The Secret World of Lewis Carroll, BBC Two | reviews, news & interviews
The Secret World of Lewis Carroll, BBC Two
The Secret World of Lewis Carroll, BBC Two
150 years on, Carroll’s surreal, truthful masterpiece under the magnifying glass
Alice is always with us; the most quoted work of literature, after the Bible and Shakespeare. In fact, Desert Island Discs should probably add Alice to the mandatory Bible and Shakespeare as an automatic inclusion for the survival kit.
In the past few years alone there has been a major exhibition at Tate Liverpool of artists affected by Alice from Salvador Dali to Sigmar Polke, and a three-act ballet for the Royal Opera House by Christopher Wheeldon; another exhibition of books, documents and photographs will open in May at the Museum of Childhood. Not to mention endless biographies of the author, and a published selection of his letters (he wrote, it is estimated, some 98,000 in his lifetime), numerous illustrated editions by different artists, and scholarly studies of all the jokes and allusions readily apparent to the intelligentsia of the time, but obscure in the 21st century.

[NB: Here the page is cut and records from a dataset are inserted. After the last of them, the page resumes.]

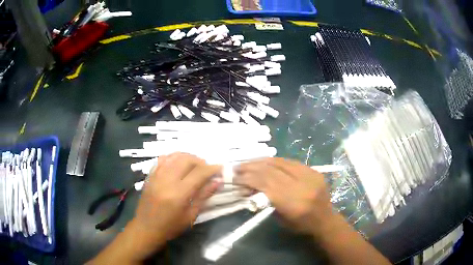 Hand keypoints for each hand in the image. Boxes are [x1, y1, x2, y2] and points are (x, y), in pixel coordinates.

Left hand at [129, 153, 221, 258]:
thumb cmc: (171, 226)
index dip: (212, 169)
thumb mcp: (190, 216)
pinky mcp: (150, 175)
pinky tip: (179, 164)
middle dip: (200, 161)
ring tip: (194, 165)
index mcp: (178, 194)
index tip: (220, 168)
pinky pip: (163, 159)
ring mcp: (156, 175)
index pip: (199, 174)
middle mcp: (167, 180)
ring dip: (188, 157)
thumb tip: (218, 181)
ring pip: (174, 156)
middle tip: (207, 169)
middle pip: (186, 160)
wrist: (146, 228)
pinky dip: (174, 158)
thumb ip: (203, 196)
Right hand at [234, 157, 335, 236]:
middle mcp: (302, 186)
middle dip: (251, 168)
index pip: (266, 184)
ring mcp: (309, 175)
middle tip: (237, 167)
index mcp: (293, 203)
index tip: (235, 177)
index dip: (249, 178)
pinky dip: (274, 161)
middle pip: (271, 171)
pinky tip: (264, 162)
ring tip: (248, 163)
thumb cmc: (301, 224)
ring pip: (280, 163)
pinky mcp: (313, 170)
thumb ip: (265, 201)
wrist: (325, 219)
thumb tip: (249, 188)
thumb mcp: (280, 218)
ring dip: (261, 162)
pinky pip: (289, 161) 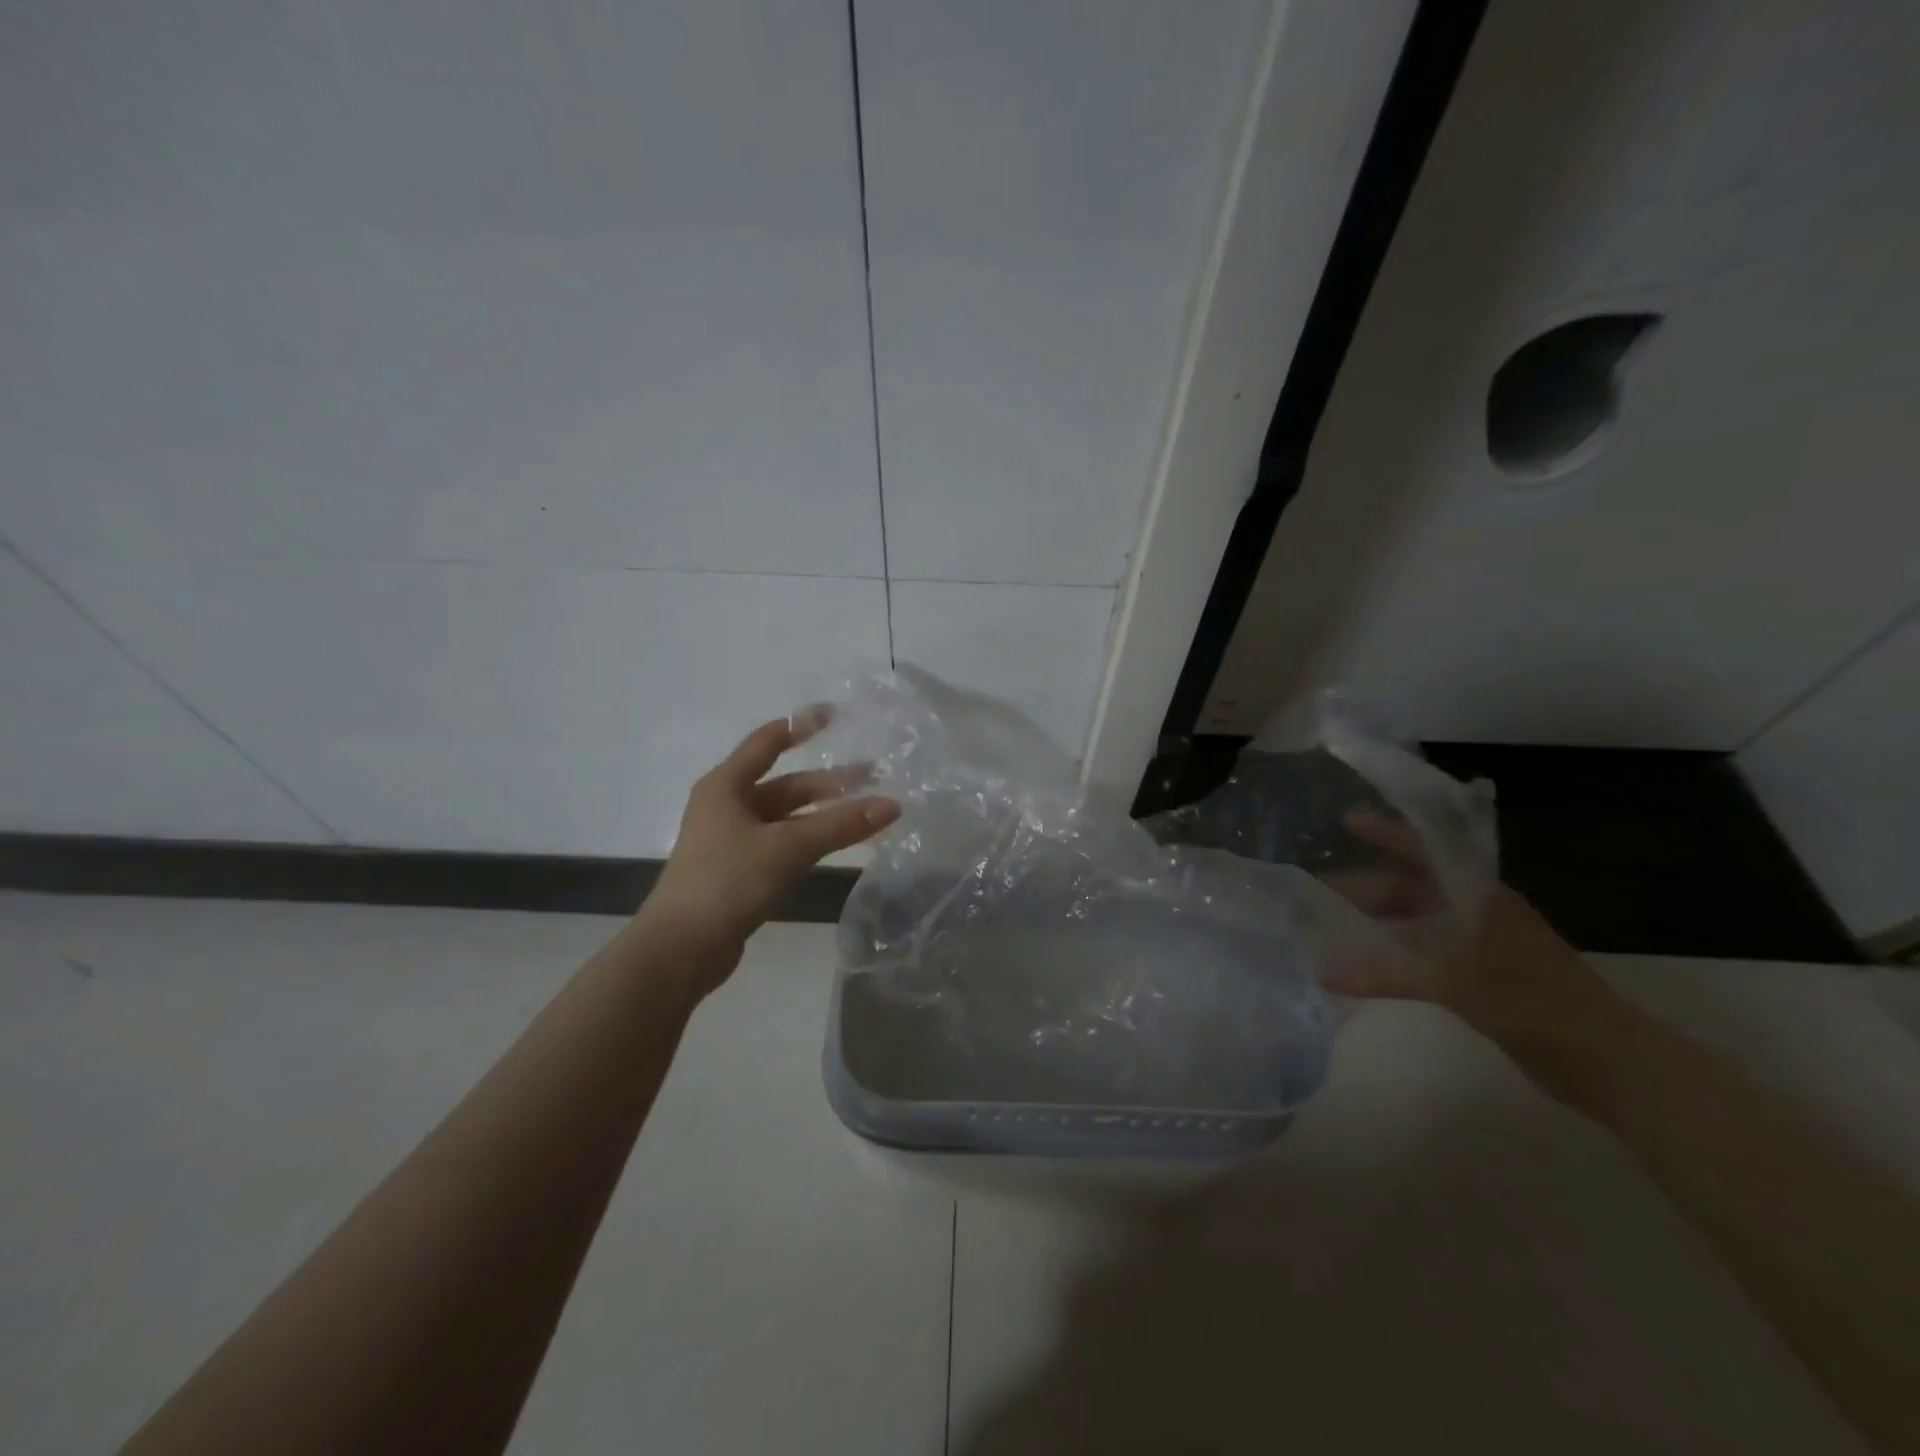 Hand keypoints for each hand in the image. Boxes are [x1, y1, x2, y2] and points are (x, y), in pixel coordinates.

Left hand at [642, 715, 899, 993]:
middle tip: (872, 777)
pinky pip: (782, 843)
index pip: (767, 741)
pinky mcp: (739, 871)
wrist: (681, 949)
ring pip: (786, 817)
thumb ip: (840, 825)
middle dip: (828, 782)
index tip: (837, 715)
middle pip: (784, 784)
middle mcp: (726, 806)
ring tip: (865, 812)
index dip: (802, 725)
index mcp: (726, 786)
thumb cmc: (728, 881)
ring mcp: (731, 840)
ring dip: (822, 813)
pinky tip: (837, 845)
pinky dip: (810, 840)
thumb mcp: (788, 847)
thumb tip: (893, 805)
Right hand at [1325, 809, 1639, 1095]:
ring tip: (1336, 920)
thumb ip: (1386, 974)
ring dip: (1381, 918)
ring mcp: (1484, 945)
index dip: (1387, 834)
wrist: (1607, 1062)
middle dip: (1369, 884)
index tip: (1347, 821)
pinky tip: (1369, 961)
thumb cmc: (1532, 1003)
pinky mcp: (1484, 977)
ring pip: (1420, 919)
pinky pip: (1427, 950)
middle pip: (1416, 886)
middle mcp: (1480, 911)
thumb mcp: (1455, 982)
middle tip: (1321, 887)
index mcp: (1481, 896)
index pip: (1426, 850)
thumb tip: (1323, 973)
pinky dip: (1397, 951) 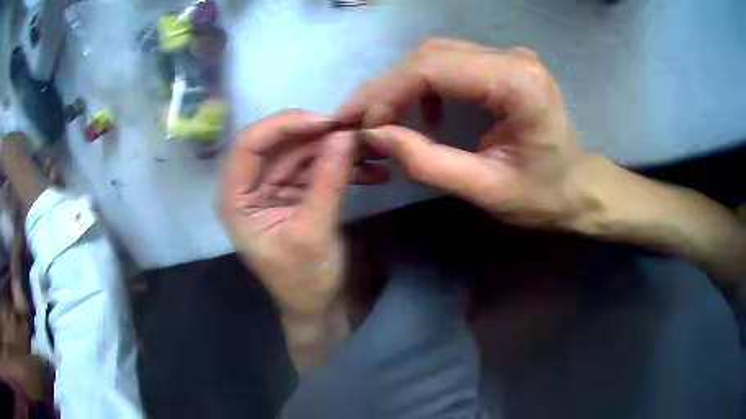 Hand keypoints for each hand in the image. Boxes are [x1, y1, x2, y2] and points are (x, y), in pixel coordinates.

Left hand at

Rabbits hopped down rabbit holes, Alice illustrations sprung animatedly to life
And now that astute television and radio journalist Martha Kearney, who when a ten-year-old herself played Alice to critical acclaim for the Ditchling Players in Sussex, presents a narrative about the author. Lewis Carroll was the son of a vicar, one of ten children (as a child he devised many an entertainment for his siblings), had a speech impediment, was officially celibate all his life, and evidently and surprisingly (although not explored here) was a dull tutor, although a witty deviser of puzzles, a good amateur artist and a superb photographer.
Kearney gracefully wove together interviews with novelists (Philip Pullman, suggesting his Lara is a direct descendant of Alice; Will Self reminding us you do not have to be a good man to write a great book); and biographers, scholars and relatives, including the great-granddaughter of the child who inspired Alice, and the great-great niece of the author himself. We visited the sites of Oxford and the Thames that framed Carroll’s life and were painlessly introduced to Victorian society of the time, and specifically Carroll’s involvement with the Liddell family at Christ Church.
The Liddell father was the Dean of Christ Church, a position of enormous prestige, and his wife such a snob that she was called the Kingfisher, as she angled for acquaintances with various royals. Their family of six contained three daughters, including Alice, who were warmly befriended by Carroll, and we were shown the very view of the beautiful walled garden of Christ Church belonging to the Deanery, that Carroll had from the college’s library, and from which vantage point he first saw the daughters at play.
Alice’s Adventures in Wonderland was a tale told to Alice Liddell, notably on a long summer day on the Thames, rowing from Oxford to Godstowe (Kearney, below left, on the river); it was Alice who wanted it written down, and to whom Carroll gave his original manuscript. Now the city of Oxford has an Alice Day on the 4th of July every year to mark the summer on which the tales of Alice were first told.
The real-life story and the fictional world were interwoven in the programme. Rabbits hopped down rabbit holes, Alice illustrations sprung animatedly to life, and there were scenes of serene beauty offered by Christ Church itself. (The college’s dining hall was used indeed for Hogwarts in the Harry Potter films, and someone could not resist saying Alice was, so to speak, the Harry Potter of her day.)
Carroll was a pioneering and passionate photographer, perhaps in more ways than one. He took portrait photographs of the grandees of the day, but it is the scores of images of children which seem so suspicious to us today; we were shown an interesting parallel with that other great amateur, Julia Margaret Cameron, who also photographed the same subjects.
The programme concluded with an examination of his photographs, sometimes turned into coloured illustrations, of naked young girls. We were told this interest was not thought suspect at the time, as sexually immature children were thought to be innocent, while an interest in adolescent children would have set off warning bells. The age of consent, by the way, in the 1860s was 12.
The discovery – perhaps Carroll’s “secret” world – was of a photograph possibly but not proven to be by Carroll of (again, possibly) Lorina, Alice’s older sister, in the collection of the Museum Cantini in Marseilles. The model is naked and definitely already pubescent.
Various suggestions were made as to what we should make of Carroll’s fascination with pre-pubescent girls, and the significance of this newly discovered photograph. The evidence is in fact scant. But there was indeed an unexplained rift with the Liddell family, never to be completely healed, as the daughters reached adolescence. Carroll’s family excised from and destroyed the pages of his extensive diaries anything that might have explained what happened.
But we were reminded that it was a period when children became central figures in Victorian literature, with authors as various as Charles Dickens to Charles Kingsley. Carroll’s Alice was calm, feisty, composed, and full of common sense in a mad world. At its best this gorgeous journey into the English heartland showed us again the wonders of Carroll’s surreal and truthful masterpiece.